The problem: Scan the records for the string "Hammond", then copy each line that has it.

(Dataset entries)

--- START ---

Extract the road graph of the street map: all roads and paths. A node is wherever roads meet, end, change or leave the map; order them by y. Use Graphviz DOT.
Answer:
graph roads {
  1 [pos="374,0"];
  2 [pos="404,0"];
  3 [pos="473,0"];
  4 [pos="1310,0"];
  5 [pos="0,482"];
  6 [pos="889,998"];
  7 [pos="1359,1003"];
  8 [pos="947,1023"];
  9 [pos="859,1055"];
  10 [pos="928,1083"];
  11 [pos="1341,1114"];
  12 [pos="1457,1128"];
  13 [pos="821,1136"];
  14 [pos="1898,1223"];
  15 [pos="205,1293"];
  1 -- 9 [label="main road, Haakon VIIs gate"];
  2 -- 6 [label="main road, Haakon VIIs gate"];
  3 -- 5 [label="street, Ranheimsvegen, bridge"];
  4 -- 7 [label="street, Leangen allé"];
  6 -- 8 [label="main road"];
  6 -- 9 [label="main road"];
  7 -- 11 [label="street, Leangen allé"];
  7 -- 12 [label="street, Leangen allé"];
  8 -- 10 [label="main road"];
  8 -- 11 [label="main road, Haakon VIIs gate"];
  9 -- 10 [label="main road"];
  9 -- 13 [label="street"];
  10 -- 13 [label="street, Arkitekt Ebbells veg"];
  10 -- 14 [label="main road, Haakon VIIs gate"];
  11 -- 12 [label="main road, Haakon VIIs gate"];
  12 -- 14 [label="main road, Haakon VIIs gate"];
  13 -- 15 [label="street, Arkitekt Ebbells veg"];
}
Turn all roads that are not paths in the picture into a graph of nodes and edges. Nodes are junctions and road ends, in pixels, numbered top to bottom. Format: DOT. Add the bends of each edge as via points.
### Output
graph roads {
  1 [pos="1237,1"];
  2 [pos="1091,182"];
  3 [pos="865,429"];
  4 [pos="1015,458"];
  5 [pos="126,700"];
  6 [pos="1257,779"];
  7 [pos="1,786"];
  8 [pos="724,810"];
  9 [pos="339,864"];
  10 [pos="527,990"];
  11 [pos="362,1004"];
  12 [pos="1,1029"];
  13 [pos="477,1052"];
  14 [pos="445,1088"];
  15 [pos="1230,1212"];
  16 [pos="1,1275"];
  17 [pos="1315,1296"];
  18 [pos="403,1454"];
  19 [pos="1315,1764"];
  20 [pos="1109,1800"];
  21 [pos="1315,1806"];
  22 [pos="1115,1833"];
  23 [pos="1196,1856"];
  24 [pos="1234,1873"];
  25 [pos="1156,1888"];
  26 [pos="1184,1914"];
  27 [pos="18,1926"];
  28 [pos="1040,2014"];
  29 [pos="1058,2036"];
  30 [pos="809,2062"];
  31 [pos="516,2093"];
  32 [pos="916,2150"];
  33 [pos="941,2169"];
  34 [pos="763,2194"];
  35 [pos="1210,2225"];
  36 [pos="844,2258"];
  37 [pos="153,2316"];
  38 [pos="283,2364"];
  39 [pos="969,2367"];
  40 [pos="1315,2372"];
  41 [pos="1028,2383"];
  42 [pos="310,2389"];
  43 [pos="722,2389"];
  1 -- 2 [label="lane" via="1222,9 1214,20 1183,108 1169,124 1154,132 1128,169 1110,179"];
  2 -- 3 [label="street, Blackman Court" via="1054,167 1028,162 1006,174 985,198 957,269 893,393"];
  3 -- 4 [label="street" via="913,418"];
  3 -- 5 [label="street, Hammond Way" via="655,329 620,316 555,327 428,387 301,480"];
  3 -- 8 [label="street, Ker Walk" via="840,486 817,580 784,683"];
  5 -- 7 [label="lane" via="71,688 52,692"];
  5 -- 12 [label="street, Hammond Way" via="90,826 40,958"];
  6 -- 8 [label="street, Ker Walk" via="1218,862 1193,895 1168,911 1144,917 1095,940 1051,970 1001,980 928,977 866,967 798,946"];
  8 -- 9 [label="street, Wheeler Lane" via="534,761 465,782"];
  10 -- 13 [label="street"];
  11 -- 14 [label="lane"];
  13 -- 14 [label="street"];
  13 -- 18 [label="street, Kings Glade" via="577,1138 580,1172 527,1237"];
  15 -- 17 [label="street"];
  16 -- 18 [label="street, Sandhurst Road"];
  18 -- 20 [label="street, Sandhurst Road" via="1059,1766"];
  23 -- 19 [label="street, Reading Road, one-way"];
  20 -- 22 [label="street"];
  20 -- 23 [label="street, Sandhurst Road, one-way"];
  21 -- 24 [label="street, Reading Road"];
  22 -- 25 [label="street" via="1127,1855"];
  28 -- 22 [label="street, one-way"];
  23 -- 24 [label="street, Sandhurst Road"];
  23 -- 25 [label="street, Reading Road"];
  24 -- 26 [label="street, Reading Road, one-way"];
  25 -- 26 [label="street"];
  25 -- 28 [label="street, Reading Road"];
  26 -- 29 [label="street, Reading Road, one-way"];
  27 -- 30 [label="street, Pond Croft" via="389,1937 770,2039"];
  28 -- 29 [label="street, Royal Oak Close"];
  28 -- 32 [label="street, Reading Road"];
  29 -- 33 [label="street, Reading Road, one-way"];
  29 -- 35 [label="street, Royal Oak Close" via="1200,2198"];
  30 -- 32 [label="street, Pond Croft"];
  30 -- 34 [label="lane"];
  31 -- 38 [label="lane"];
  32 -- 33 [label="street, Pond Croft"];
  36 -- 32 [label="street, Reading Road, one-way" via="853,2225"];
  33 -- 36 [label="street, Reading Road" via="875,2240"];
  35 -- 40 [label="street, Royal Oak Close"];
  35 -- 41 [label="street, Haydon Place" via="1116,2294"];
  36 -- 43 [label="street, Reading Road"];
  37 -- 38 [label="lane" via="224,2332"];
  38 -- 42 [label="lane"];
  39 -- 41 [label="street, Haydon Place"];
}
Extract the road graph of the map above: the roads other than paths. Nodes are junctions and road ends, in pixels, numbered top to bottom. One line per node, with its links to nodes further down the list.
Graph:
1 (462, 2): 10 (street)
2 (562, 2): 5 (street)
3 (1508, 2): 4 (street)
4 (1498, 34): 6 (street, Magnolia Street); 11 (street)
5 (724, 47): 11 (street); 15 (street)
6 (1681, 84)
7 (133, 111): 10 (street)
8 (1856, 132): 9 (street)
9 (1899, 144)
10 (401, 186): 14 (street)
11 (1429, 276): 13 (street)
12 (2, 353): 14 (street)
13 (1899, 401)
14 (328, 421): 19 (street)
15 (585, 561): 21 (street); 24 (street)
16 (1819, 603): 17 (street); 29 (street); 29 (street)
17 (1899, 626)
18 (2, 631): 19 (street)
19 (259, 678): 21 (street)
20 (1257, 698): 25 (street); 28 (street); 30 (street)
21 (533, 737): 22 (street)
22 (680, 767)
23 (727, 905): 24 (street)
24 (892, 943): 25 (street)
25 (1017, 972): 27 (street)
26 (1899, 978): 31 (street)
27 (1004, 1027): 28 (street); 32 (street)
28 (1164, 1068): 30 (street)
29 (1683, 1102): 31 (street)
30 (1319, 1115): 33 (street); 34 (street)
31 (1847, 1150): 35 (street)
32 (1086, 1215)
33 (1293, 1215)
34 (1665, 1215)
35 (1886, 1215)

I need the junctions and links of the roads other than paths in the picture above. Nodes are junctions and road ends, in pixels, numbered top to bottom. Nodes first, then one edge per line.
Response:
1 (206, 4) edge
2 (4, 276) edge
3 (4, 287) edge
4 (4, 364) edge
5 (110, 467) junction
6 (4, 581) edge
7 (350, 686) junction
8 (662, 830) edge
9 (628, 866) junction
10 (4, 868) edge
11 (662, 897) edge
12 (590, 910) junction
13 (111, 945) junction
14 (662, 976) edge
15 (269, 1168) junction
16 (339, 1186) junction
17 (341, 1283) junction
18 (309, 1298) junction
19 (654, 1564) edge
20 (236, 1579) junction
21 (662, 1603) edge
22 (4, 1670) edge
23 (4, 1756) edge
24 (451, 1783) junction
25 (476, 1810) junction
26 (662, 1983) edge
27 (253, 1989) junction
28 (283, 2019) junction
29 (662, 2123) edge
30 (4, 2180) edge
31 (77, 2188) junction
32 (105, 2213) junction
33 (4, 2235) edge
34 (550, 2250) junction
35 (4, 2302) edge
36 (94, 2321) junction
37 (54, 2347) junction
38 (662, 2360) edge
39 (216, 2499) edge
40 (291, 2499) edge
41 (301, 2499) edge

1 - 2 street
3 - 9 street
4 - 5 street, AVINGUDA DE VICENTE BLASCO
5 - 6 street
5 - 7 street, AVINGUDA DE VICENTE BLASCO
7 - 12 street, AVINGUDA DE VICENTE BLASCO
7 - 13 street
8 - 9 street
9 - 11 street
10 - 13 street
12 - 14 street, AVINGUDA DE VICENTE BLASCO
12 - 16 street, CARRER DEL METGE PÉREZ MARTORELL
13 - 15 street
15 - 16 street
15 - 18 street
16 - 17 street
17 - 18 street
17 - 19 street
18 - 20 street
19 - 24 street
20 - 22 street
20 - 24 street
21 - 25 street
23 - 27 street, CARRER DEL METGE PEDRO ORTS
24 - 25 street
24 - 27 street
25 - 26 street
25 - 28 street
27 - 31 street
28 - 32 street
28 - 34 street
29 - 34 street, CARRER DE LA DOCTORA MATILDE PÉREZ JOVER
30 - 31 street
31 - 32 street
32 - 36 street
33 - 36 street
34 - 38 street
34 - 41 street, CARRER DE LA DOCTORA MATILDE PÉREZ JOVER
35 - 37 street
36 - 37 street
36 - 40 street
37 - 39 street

--- END ---

Answer box:
  3 -- 5 [label="street, Hammond Way" via="655,329 620,316 555,327 428,387 301,480"];
  5 -- 12 [label="street, Hammond Way" via="90,826 40,958"];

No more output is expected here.